> **The problem**: Word for word, restate each entry in the listing below.

> **Material supplied**:
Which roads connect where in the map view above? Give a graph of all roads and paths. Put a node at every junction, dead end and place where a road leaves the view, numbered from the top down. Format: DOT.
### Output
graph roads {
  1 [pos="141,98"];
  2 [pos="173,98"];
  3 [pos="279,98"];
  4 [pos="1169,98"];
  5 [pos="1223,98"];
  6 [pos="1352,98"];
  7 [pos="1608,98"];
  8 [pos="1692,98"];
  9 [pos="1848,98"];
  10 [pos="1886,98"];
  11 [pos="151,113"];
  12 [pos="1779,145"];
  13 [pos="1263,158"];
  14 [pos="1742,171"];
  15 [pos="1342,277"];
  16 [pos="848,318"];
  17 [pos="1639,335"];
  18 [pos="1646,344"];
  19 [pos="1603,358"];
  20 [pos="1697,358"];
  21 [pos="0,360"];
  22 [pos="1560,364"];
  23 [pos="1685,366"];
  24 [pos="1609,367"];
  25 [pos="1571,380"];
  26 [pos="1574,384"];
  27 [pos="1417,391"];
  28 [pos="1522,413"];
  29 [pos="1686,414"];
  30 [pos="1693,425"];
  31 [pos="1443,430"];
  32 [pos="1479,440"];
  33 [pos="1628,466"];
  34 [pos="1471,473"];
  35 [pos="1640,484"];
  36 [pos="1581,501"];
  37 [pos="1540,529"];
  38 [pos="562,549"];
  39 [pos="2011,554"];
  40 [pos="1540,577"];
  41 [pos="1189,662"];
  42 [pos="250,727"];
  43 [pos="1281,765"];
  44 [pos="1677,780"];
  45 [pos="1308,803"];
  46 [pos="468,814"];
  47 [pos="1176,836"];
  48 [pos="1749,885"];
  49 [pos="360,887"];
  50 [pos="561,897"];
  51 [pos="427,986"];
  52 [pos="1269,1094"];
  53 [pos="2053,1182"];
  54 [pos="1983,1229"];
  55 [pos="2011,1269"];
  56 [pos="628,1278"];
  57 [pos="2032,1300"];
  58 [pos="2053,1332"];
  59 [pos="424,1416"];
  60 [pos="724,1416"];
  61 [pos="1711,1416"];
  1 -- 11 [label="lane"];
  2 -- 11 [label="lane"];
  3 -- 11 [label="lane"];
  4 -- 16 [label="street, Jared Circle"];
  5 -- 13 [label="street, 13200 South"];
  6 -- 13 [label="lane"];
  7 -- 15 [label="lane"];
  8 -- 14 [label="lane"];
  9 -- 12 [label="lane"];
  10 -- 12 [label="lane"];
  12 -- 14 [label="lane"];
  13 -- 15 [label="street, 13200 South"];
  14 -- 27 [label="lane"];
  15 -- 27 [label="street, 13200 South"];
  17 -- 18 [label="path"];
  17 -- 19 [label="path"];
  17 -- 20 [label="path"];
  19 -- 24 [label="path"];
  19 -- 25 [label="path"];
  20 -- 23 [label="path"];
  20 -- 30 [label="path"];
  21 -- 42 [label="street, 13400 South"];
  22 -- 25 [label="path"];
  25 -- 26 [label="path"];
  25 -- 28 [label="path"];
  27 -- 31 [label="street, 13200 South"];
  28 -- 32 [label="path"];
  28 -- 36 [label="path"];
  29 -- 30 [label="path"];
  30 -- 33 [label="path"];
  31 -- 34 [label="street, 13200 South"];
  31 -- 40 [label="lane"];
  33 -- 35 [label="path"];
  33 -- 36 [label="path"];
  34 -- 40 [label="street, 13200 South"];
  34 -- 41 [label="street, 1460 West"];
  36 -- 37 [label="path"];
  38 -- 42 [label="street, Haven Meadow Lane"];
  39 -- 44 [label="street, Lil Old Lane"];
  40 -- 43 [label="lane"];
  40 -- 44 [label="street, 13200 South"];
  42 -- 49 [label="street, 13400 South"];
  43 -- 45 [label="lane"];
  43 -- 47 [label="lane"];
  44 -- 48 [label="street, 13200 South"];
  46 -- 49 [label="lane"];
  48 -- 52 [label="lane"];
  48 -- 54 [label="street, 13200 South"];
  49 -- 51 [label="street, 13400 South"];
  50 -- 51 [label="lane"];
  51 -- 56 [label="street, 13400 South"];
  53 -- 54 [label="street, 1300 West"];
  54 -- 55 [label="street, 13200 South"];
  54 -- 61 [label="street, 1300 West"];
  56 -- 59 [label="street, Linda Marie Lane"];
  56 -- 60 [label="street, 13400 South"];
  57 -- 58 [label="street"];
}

> **Response for this exercise**:
Which roads connect where in the map view above? Give a graph of all roads and paths. Put a node at every junction, dead end and place where a road leaves the view, numbered from the top down. Format: DOT.
### Output
graph roads {
  1 [pos="141,98"];
  2 [pos="173,98"];
  3 [pos="279,98"];
  4 [pos="1169,98"];
  5 [pos="1223,98"];
  6 [pos="1352,98"];
  7 [pos="1608,98"];
  8 [pos="1692,98"];
  9 [pos="1848,98"];
  10 [pos="1886,98"];
  11 [pos="151,113"];
  12 [pos="1779,145"];
  13 [pos="1263,158"];
  14 [pos="1742,171"];
  15 [pos="1342,277"];
  16 [pos="848,318"];
  17 [pos="1639,335"];
  18 [pos="1646,344"];
  19 [pos="1603,358"];
  20 [pos="1697,358"];
  21 [pos="0,360"];
  22 [pos="1560,364"];
  23 [pos="1685,366"];
  24 [pos="1609,367"];
  25 [pos="1571,380"];
  26 [pos="1574,384"];
  27 [pos="1417,391"];
  28 [pos="1522,413"];
  29 [pos="1686,414"];
  30 [pos="1693,425"];
  31 [pos="1443,430"];
  32 [pos="1479,440"];
  33 [pos="1628,466"];
  34 [pos="1471,473"];
  35 [pos="1640,484"];
  36 [pos="1581,501"];
  37 [pos="1540,529"];
  38 [pos="562,549"];
  39 [pos="2011,554"];
  40 [pos="1540,577"];
  41 [pos="1189,662"];
  42 [pos="250,727"];
  43 [pos="1281,765"];
  44 [pos="1677,780"];
  45 [pos="1308,803"];
  46 [pos="468,814"];
  47 [pos="1176,836"];
  48 [pos="1749,885"];
  49 [pos="360,887"];
  50 [pos="561,897"];
  51 [pos="427,986"];
  52 [pos="1269,1094"];
  53 [pos="2053,1182"];
  54 [pos="1983,1229"];
  55 [pos="2011,1269"];
  56 [pos="628,1278"];
  57 [pos="2032,1300"];
  58 [pos="2053,1332"];
  59 [pos="424,1416"];
  60 [pos="724,1416"];
  61 [pos="1711,1416"];
  1 -- 11 [label="lane"];
  2 -- 11 [label="lane"];
  3 -- 11 [label="lane"];
  4 -- 16 [label="street, Jared Circle"];
  5 -- 13 [label="street, 13200 South"];
  6 -- 13 [label="lane"];
  7 -- 15 [label="lane"];
  8 -- 14 [label="lane"];
  9 -- 12 [label="lane"];
  10 -- 12 [label="lane"];
  12 -- 14 [label="lane"];
  13 -- 15 [label="street, 13200 South"];
  14 -- 27 [label="lane"];
  15 -- 27 [label="street, 13200 South"];
  17 -- 18 [label="path"];
  17 -- 19 [label="path"];
  17 -- 20 [label="path"];
  19 -- 24 [label="path"];
  19 -- 25 [label="path"];
  20 -- 23 [label="path"];
  20 -- 30 [label="path"];
  21 -- 42 [label="street, 13400 South"];
  22 -- 25 [label="path"];
  25 -- 26 [label="path"];
  25 -- 28 [label="path"];
  27 -- 31 [label="street, 13200 South"];
  28 -- 32 [label="path"];
  28 -- 36 [label="path"];
  29 -- 30 [label="path"];
  30 -- 33 [label="path"];
  31 -- 34 [label="street, 13200 South"];
  31 -- 40 [label="lane"];
  33 -- 35 [label="path"];
  33 -- 36 [label="path"];
  34 -- 40 [label="street, 13200 South"];
  34 -- 41 [label="street, 1460 West"];
  36 -- 37 [label="path"];
  38 -- 42 [label="street, Haven Meadow Lane"];
  39 -- 44 [label="street, Lil Old Lane"];
  40 -- 43 [label="lane"];
  40 -- 44 [label="street, 13200 South"];
  42 -- 49 [label="street, 13400 South"];
  43 -- 45 [label="lane"];
  43 -- 47 [label="lane"];
  44 -- 48 [label="street, 13200 South"];
  46 -- 49 [label="lane"];
  48 -- 52 [label="lane"];
  48 -- 54 [label="street, 13200 South"];
  49 -- 51 [label="street, 13400 South"];
  50 -- 51 [label="lane"];
  51 -- 56 [label="street, 13400 South"];
  53 -- 54 [label="street, 1300 West"];
  54 -- 55 [label="street, 13200 South"];
  54 -- 61 [label="street, 1300 West"];
  56 -- 59 [label="street, Linda Marie Lane"];
  56 -- 60 [label="street, 13400 South"];
  57 -- 58 [label="street"];
}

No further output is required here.